NEAR Indexer is a micro-framework, which provides you with a stream of blocks that are recorded on NEAR network. It is useful to handle real-time "events" on the chain.
Rationale
As scaling dApps enter NEAR’s mainnet, an issue may arise: how do they quickly and efficiently access state from our deployed smart contracts, and cut out the cruft? Contracts may grow to have complex data structures and querying the network RPC may not be the optimal way to access state data. The NEAR Indexer Framework allows for streams to be captured and indexed in a customized manner. The typical use-case is for this data to make its way to a relational database. Seeing as this is custom per project, there is engineering work involved in using this framework.
NEAR Indexer is already in use for several new projects, namely, we index all the events for NEAR Blockchain Explorer, and we also dig into Access Keys and index all of them for NEAR Wallet passphrase recovery and multi-factor authentication. With NEAR Indexer you can do high-level aggregation as well as low-level introspection of all the events inside the blockchain.
We are going to build more Indexers in the future, and will also consider building Indexer integrations with streaming solutions like Kafka, RabbitMQ, ZeroMQ, and NoSQL databases. Feel free to join our discussions.
See the example for further technical details. Or visit a tutorials on how to create your indexer
How to set up and test NEAR Indexer
Before you proceed, make sure you have the following software installed:
- rustup or Rust version that is mentioned in
rust-toolchain
file in the root of nearcore project.
localnet
Clone nearcore
To run the NEAR Indexer connected to a network we need to have configs and keys prepopulated.

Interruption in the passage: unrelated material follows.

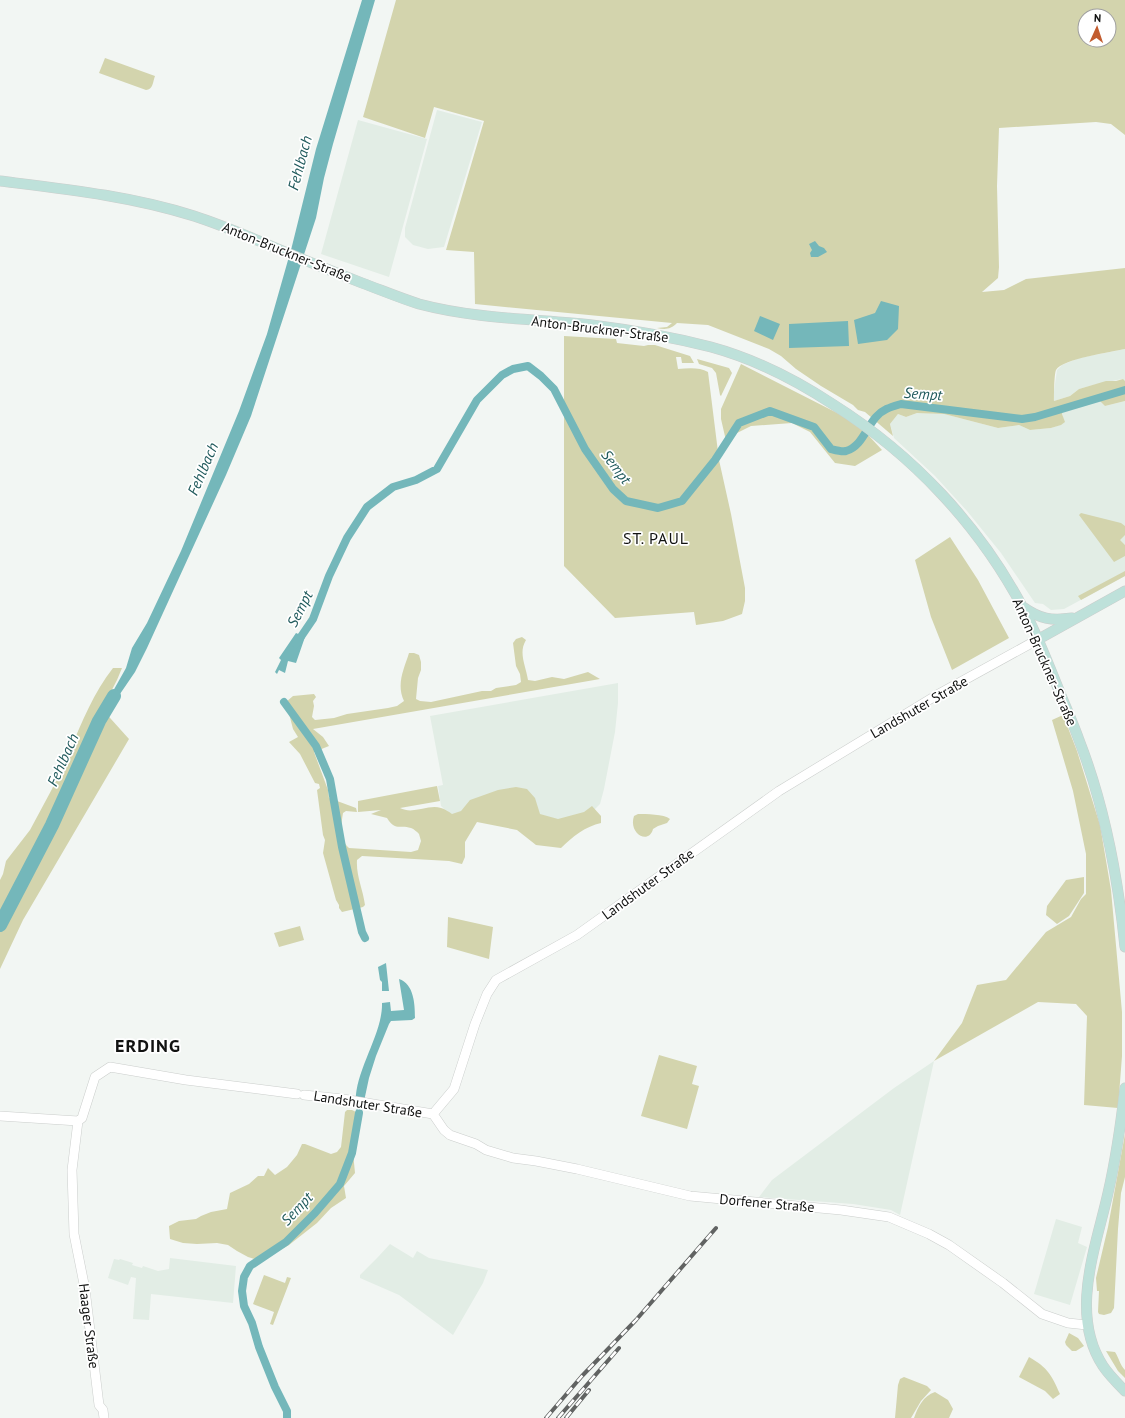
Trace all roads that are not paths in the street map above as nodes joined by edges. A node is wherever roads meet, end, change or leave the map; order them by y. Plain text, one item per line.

To generate configs for localnet do the following
$ git clone [email protected]:nearprotocol/nearcore.git
$ cd nearcore/tools/indexer/example
$ cargo run --release -- --home-dir ~/.near/localnet init
The above commands should initialize necessary configs and keys to run localnet in ~/.near/localnet
.
$ cargo run --release -- --home-dir ~/.near/localnet/ run
After the node is started, you should see logs of every block produced in your localnet. Get back to the code to implement any custom handling of the data flowing into the indexer.

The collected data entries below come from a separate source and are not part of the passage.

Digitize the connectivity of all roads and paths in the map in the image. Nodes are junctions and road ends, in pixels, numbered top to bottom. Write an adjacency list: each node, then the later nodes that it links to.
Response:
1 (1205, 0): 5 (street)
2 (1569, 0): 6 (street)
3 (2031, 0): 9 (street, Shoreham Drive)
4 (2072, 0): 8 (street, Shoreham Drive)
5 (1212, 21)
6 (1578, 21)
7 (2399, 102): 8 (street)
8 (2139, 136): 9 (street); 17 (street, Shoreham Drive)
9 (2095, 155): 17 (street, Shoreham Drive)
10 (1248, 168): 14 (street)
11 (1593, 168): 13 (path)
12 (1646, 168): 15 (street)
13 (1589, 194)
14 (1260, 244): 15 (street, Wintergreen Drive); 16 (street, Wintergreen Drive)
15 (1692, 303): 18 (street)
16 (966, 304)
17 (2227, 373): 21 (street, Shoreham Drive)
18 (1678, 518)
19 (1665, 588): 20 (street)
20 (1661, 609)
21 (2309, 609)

Use near-cli to submit transactions. For example, to create a new user you run the following command:
$ env NEAR_ENV=local near --keyPath ~/.near/localnet/validator_key.json create_account new-account.test.near --masterAccount test.near
testnet / betanet
To run the NEAR Indexer connected to testnet or betanet we need to have configs and keys prepopulated, you can get them with the NEAR Indexer Example like above with a little change. Follow the instructions below to run non-validating node (leaving account ID empty).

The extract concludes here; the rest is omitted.